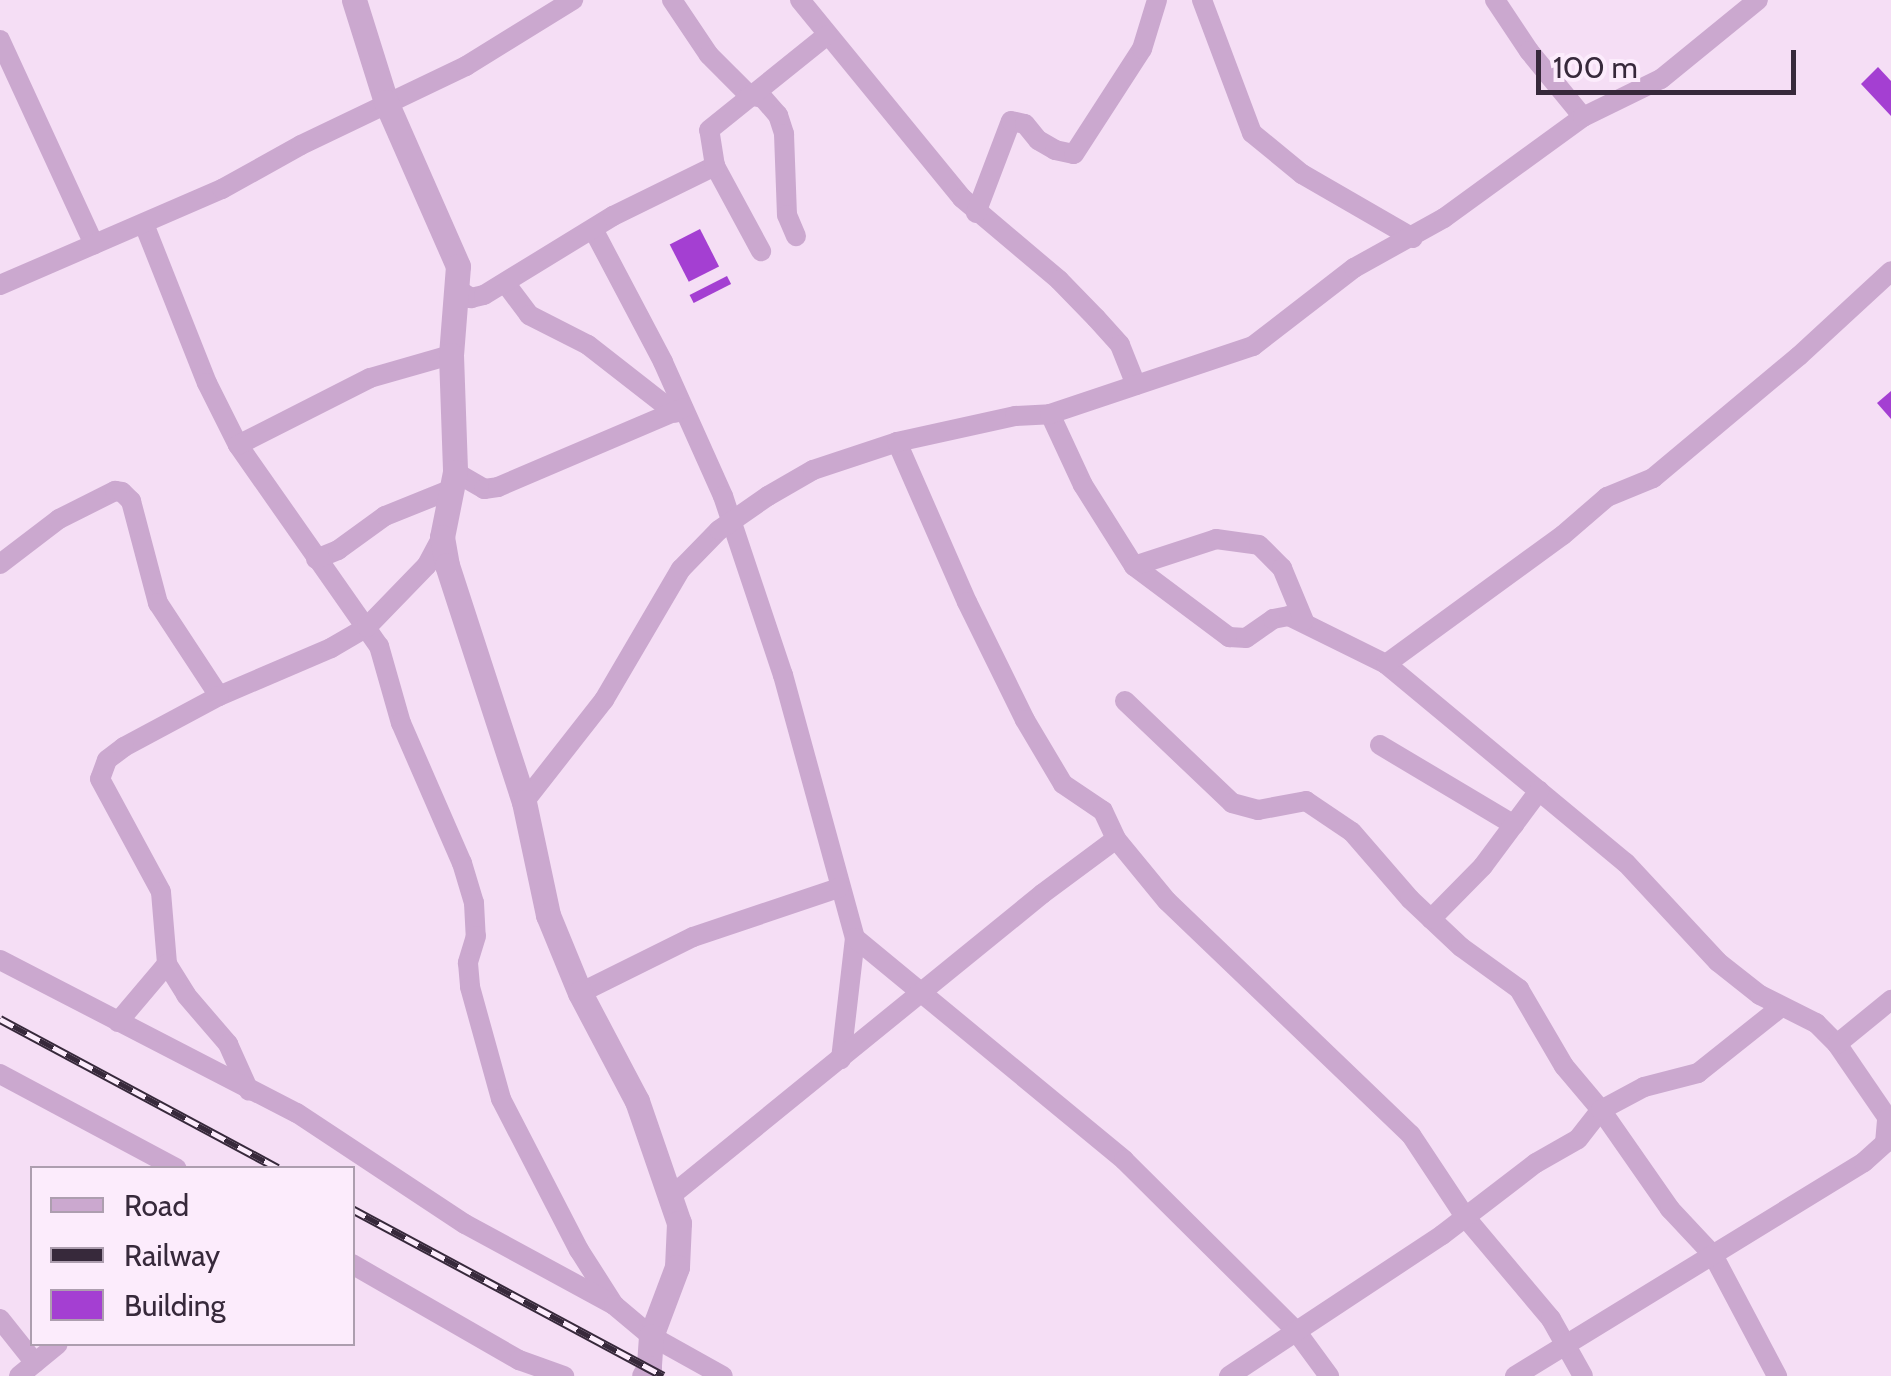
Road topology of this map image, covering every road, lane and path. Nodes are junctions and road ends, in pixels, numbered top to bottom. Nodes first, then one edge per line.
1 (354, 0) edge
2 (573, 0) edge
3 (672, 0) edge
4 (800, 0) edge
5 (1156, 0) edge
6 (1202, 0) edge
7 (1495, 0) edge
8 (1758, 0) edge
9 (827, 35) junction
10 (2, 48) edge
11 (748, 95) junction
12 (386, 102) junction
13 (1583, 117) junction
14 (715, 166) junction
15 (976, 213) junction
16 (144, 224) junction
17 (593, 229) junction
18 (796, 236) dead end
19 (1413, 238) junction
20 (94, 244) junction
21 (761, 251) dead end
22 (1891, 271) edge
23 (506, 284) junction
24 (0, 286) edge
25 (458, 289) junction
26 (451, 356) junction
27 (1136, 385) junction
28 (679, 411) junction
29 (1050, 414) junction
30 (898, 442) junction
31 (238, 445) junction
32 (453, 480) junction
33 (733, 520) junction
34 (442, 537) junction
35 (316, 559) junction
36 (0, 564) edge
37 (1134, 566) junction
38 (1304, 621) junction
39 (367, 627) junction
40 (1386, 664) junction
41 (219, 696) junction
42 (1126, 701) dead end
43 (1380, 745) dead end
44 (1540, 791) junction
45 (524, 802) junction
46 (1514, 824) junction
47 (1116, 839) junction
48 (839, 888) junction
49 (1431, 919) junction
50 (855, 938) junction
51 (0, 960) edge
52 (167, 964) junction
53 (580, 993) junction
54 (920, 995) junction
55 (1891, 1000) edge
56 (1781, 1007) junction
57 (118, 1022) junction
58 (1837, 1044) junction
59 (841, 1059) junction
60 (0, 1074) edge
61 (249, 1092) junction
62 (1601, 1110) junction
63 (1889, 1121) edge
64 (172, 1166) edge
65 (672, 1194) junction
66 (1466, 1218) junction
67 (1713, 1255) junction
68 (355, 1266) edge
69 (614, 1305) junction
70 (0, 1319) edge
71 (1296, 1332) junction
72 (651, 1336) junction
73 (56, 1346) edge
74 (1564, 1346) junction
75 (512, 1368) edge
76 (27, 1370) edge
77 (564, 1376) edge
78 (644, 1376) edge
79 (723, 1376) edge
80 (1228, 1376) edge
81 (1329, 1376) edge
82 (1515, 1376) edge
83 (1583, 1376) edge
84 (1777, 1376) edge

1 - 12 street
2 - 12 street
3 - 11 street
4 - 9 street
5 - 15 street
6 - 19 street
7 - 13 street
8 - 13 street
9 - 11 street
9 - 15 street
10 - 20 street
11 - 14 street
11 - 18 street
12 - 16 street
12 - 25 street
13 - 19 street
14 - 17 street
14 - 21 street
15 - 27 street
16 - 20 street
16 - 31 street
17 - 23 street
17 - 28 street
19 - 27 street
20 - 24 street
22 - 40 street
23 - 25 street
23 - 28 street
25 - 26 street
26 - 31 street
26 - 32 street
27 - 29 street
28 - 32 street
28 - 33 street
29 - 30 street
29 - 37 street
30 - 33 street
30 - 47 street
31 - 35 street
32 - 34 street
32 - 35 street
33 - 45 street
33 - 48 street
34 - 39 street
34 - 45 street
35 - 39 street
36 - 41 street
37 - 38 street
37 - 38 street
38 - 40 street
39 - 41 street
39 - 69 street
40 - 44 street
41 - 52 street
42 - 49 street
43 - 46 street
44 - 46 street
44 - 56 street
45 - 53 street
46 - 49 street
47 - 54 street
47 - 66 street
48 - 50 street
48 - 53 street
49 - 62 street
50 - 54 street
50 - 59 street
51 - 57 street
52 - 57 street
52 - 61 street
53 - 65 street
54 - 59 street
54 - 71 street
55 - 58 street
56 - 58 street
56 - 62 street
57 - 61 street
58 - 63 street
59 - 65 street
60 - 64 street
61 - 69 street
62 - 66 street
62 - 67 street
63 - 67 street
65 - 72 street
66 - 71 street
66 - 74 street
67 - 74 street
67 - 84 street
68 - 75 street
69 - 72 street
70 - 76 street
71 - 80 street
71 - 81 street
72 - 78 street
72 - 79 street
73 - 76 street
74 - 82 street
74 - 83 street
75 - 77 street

■ Activity
Write only the number of lines in the data where the string "dead" can be found.

■ Answer area
4